※この投稿は、月刊Kacce2019年9月号(vol.429)掲載記事の再編集です。
今月13日は、空高く秋風を感じる中秋の名月。翌14日は月の光を浴びる十五夜の満月で、練馬・板橋区内でも虫の音を耳にする季節になりました。
最近、お月見の頃になると、道端や荒れ地でイネ科モロコシ属のセイバンモロコシ(英名ジョンソングラス)を目にします。ススキによく似ており、大型で高さは150㎝前後。葉の中央脈は白色で幅広く、両面無毛で縁は多少ザラツキがありますが、ススキのように手を切る心配はありません。小穂(しょうすい)は無柄1個と有柄2個が対になり、無柄の先端にはトゲ状の芒(のぎ)があります。帰化植物ですが、意外とお月見に合うかもしれません。
刈り取りが終わった水田では、ミズアオイ科ミズアオイ属のコナギ (小菜葱)を見かけました。コナギは池や河川の浅水域でも見られる抽水性の一年草で、茎は短く倒伏。葉は、倒披針形や卵型などさまざまな形をしています。

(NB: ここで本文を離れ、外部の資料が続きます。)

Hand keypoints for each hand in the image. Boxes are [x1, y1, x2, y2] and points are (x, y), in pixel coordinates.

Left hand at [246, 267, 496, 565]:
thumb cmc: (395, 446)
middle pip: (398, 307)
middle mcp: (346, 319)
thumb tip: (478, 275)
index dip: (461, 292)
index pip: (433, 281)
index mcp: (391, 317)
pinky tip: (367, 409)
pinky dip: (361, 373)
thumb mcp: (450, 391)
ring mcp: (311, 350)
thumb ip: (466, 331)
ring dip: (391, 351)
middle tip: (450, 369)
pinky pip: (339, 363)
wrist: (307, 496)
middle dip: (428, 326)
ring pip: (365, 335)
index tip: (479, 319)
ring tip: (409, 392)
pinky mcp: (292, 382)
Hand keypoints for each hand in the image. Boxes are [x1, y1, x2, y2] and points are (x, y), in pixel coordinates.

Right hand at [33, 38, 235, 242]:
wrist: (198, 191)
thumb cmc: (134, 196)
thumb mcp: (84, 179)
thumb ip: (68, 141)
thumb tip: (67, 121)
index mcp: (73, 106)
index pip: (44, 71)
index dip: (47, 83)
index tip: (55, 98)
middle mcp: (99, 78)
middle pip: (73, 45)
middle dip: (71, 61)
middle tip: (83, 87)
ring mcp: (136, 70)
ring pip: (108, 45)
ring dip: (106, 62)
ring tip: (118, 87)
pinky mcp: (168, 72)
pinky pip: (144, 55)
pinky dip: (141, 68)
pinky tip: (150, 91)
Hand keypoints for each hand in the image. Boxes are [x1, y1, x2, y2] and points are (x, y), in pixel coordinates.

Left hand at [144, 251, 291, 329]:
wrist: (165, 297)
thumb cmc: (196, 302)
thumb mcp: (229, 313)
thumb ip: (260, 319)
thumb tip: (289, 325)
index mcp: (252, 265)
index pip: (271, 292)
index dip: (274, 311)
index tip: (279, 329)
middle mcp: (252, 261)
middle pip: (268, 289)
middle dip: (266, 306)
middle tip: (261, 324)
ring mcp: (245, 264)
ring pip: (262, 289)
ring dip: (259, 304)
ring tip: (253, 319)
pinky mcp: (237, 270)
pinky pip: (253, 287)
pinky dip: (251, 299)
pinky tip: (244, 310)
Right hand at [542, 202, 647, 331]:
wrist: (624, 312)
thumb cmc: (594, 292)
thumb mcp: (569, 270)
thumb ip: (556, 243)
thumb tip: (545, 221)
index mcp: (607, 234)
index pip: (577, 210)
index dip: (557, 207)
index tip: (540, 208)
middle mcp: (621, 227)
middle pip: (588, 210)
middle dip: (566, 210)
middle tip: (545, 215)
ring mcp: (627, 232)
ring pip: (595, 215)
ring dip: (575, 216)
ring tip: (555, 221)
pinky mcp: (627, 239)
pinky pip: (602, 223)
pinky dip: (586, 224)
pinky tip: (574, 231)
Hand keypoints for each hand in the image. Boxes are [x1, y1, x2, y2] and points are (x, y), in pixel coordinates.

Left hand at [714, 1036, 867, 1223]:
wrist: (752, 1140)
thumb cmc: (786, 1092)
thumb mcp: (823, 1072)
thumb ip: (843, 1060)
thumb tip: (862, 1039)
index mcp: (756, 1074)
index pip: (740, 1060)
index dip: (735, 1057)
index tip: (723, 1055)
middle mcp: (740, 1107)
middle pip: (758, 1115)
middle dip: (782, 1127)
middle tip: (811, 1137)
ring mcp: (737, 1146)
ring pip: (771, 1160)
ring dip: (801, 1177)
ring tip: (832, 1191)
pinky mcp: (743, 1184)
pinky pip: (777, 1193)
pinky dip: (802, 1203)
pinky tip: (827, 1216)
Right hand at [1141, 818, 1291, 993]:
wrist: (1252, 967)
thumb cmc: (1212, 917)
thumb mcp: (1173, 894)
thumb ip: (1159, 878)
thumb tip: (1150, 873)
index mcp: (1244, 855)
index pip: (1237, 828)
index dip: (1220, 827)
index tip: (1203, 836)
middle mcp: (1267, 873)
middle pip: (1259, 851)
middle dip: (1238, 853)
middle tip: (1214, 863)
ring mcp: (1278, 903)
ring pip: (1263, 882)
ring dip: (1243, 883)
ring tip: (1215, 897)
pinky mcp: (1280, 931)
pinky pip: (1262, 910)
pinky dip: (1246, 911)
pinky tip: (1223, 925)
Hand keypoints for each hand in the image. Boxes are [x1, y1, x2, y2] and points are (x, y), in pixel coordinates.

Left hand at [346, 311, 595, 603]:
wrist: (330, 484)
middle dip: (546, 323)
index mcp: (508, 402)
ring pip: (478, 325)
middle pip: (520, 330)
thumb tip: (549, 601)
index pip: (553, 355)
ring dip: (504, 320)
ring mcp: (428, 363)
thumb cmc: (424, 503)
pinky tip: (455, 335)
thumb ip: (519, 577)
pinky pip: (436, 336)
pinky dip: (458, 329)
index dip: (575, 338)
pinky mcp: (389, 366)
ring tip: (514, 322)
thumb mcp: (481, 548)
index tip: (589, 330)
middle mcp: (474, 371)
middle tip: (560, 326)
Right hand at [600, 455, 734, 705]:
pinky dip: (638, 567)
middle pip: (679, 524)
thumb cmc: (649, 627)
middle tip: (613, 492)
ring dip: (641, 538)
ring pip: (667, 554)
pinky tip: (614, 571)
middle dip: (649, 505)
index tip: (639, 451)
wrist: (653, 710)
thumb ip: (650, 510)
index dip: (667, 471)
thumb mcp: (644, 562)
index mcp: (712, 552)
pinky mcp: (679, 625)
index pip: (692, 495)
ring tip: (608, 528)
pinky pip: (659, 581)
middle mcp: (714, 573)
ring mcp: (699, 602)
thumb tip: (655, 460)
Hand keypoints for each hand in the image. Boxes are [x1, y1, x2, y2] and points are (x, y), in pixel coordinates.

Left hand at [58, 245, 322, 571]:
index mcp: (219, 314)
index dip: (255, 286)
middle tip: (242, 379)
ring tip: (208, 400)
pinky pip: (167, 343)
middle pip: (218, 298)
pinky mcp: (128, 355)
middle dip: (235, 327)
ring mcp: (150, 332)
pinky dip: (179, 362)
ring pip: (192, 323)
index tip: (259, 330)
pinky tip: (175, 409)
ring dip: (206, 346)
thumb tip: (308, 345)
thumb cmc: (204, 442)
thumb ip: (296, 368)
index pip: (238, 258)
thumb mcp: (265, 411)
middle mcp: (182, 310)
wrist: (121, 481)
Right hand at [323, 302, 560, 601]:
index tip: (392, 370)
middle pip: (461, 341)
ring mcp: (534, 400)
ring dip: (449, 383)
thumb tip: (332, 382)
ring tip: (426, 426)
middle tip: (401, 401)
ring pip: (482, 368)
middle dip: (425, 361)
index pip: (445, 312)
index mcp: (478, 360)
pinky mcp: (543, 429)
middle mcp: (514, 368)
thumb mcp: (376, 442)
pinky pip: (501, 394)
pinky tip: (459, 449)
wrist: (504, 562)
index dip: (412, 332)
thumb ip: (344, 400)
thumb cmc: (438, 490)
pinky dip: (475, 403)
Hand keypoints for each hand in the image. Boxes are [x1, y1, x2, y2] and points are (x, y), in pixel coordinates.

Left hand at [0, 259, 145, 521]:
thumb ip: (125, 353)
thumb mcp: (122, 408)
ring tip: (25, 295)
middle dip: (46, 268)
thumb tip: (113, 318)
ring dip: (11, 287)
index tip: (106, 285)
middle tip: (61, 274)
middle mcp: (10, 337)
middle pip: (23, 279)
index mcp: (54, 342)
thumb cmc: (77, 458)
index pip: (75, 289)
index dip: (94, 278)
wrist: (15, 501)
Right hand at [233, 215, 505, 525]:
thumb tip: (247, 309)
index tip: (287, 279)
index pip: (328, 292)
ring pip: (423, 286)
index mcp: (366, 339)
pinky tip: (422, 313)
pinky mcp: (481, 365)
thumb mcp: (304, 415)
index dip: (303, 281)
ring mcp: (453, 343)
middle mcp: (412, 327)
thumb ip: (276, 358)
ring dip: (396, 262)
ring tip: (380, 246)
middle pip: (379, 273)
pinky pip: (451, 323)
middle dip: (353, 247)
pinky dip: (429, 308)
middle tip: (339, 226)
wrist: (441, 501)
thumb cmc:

花茎は短く、花が葉の高さを超えることはありません。花は青紫色で、開花時間は数時間。6本ある雄しべのうち、5本は短かめで葯(やく)は黄色、やや長い1本の葯は青紫色で、雌しべは1本です。花茎は花が咲いた後に垂れ下がり、楕円形で小さな果実を付けます。コナギの結実率は極めて高く、開花前後に雌しべが動いて青紫色の葯に触れ、自家受粉することは確認されていますが、黄色の葯の役割はよくわかっていないようです。
農薬を使った水田には繁殖しないと言われていましたが、農薬に耐性のある個体も出現しているようです。除草剤を使った後の枯草にも目をやりながら散歩をお続けください。